_Work instructions_: Only lines containing "Cedar" are wanted from the data below. Copy those lines.

- - -

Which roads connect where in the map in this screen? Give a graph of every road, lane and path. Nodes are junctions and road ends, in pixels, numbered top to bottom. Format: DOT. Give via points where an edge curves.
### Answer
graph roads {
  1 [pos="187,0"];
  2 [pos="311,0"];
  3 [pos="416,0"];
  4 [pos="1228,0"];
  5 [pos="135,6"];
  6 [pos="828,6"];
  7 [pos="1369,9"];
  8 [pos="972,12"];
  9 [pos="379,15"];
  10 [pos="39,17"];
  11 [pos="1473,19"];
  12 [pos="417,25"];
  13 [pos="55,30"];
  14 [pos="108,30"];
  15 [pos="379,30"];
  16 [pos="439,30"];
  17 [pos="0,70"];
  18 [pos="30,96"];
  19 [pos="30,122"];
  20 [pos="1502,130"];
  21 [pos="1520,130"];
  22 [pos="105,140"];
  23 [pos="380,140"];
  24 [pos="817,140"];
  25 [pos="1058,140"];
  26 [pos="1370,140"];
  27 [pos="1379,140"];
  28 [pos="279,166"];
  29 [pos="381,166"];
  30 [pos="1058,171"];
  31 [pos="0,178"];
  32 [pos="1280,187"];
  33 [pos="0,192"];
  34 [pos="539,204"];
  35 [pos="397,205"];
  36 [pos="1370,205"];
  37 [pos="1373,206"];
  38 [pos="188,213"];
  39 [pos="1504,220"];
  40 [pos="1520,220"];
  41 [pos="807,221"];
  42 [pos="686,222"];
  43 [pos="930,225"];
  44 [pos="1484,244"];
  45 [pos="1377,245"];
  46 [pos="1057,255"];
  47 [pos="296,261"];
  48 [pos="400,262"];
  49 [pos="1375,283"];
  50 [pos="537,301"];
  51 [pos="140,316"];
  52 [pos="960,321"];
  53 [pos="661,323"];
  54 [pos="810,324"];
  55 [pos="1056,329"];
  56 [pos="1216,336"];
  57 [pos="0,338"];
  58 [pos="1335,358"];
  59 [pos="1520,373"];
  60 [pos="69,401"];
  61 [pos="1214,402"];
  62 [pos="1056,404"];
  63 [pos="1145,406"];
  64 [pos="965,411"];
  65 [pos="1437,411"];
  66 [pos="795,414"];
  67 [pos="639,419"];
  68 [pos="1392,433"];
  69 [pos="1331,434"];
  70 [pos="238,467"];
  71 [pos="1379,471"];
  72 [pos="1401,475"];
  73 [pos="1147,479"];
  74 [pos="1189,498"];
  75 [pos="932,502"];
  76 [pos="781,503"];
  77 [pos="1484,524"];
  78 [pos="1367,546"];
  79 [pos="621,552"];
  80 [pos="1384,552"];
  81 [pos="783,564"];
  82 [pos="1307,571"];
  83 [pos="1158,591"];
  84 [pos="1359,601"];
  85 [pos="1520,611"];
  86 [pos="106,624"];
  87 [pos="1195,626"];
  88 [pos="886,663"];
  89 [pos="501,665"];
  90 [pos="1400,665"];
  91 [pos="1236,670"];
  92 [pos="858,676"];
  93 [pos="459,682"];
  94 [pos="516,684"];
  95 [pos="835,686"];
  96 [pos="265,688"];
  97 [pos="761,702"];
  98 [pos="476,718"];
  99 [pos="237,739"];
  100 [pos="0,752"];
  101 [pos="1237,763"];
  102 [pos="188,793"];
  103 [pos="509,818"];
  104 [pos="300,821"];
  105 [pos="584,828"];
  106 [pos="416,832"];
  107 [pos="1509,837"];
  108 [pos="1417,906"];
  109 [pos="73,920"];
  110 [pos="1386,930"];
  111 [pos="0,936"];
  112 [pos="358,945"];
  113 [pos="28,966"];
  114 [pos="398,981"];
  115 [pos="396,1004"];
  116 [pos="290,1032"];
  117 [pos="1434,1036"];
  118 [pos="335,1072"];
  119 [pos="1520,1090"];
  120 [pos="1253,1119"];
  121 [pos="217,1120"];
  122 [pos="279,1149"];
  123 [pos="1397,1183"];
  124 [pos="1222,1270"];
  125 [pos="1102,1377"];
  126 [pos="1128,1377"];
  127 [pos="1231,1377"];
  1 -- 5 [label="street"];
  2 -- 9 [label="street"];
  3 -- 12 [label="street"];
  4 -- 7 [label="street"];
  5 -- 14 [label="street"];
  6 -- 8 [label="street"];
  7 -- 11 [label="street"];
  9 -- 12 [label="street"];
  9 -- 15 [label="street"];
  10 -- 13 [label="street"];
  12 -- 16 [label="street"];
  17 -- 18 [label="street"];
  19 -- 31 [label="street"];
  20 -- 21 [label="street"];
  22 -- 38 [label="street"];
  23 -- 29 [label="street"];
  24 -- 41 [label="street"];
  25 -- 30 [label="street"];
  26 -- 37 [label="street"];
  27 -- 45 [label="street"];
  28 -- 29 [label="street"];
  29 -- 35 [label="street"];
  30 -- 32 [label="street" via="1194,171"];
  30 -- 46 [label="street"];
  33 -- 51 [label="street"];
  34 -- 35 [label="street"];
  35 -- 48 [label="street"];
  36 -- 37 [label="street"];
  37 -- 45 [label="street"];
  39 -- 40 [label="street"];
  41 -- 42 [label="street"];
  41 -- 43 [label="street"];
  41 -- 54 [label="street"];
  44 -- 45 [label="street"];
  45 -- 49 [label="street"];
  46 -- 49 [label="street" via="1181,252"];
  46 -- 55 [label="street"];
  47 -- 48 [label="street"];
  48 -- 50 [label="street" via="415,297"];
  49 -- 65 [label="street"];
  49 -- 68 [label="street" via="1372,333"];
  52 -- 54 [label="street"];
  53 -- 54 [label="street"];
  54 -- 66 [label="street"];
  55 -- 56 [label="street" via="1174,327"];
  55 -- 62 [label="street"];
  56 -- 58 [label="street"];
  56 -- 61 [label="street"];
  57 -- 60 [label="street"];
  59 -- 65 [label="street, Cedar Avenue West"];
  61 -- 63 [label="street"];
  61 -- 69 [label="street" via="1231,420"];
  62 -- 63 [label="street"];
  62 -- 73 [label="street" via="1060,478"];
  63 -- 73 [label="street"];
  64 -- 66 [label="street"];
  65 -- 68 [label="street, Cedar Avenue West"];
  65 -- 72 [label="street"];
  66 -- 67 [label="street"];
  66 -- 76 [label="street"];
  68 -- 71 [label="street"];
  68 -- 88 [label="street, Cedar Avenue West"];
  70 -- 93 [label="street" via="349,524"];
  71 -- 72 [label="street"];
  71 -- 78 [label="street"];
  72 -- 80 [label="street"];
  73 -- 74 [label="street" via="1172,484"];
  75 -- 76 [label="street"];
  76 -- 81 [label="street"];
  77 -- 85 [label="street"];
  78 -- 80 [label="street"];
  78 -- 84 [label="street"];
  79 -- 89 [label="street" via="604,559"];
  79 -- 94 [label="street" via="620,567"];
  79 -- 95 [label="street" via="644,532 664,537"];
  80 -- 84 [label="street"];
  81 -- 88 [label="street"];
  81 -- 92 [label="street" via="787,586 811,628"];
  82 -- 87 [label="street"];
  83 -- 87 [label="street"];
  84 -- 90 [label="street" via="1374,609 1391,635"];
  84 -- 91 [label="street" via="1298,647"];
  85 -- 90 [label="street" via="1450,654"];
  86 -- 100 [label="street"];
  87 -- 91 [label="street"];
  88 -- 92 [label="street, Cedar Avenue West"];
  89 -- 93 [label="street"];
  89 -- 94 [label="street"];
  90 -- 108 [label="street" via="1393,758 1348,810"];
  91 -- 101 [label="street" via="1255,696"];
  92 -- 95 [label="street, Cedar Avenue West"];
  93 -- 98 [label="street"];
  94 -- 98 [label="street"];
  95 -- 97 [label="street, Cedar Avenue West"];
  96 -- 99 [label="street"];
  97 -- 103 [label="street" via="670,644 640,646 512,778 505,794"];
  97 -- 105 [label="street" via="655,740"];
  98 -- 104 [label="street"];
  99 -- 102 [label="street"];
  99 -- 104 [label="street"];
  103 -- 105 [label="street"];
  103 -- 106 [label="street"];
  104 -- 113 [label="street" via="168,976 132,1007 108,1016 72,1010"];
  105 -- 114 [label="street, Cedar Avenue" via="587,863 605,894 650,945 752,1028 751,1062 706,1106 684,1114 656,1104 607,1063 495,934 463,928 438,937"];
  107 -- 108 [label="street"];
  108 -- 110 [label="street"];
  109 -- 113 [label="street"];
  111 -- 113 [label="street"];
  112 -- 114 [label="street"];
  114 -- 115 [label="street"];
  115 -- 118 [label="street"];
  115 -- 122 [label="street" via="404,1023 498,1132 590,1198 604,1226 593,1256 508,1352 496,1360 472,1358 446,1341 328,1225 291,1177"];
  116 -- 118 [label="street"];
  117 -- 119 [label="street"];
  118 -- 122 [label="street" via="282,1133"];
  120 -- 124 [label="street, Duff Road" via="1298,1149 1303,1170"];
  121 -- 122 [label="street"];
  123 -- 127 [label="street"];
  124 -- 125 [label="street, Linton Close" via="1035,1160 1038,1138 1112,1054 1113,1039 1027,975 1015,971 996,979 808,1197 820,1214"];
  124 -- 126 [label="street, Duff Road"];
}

- - -

_Solved exercise_:
  59 -- 65 [label="street, Cedar Avenue West"];
  65 -- 68 [label="street, Cedar Avenue West"];
  68 -- 88 [label="street, Cedar Avenue West"];
  88 -- 92 [label="street, Cedar Avenue West"];
  92 -- 95 [label="street, Cedar Avenue West"];
  95 -- 97 [label="street, Cedar Avenue West"];
  105 -- 114 [label="street, Cedar Avenue" via="587,863 605,894 650,945 752,1028 751,1062 706,1106 684,1114 656,1104 607,1063 495,934 463,928 438,937"];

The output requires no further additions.